=== THE RECORDS ===
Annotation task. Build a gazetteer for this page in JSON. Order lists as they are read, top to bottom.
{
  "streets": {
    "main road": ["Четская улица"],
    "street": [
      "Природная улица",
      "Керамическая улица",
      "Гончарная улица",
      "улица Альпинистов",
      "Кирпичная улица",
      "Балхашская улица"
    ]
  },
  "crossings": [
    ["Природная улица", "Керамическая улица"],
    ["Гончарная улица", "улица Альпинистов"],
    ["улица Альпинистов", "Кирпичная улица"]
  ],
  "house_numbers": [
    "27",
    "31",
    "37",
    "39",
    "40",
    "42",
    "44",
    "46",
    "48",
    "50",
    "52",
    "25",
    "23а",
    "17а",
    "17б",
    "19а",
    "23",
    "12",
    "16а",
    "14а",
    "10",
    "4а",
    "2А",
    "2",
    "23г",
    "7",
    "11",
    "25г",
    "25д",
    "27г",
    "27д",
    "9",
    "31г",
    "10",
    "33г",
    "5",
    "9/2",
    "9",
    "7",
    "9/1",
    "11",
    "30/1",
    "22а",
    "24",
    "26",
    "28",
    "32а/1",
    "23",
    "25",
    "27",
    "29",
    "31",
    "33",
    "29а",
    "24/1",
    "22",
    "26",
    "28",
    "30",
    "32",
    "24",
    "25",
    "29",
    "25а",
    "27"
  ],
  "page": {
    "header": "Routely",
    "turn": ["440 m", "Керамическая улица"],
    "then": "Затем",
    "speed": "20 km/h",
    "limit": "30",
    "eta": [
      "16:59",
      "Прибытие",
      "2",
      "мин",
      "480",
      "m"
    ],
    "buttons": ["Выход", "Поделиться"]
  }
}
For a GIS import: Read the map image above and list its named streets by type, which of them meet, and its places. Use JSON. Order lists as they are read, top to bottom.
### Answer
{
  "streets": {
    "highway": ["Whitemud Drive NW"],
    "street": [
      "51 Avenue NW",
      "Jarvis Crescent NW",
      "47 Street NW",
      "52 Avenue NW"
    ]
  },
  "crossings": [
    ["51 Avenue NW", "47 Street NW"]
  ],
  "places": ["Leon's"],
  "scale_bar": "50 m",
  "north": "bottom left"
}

=== WORK ORDER ===
Reproduce exactly the lines running from the one with "For a GIS import: Read" to the last line of the listing above. Add nothing else.

=== WRITTEN REPLY ===
For a GIS import: Read the map image above and list its named streets by type, which of them meet, and its places. Use JSON. Order lists as they are read, top to bottom.
### Answer
{
  "streets": {
    "highway": ["Whitemud Drive NW"],
    "street": [
      "51 Avenue NW",
      "Jarvis Crescent NW",
      "47 Street NW",
      "52 Avenue NW"
    ]
  },
  "crossings": [
    ["51 Avenue NW", "47 Street NW"]
  ],
  "places": ["Leon's"],
  "scale_bar": "50 m",
  "north": "bottom left"
}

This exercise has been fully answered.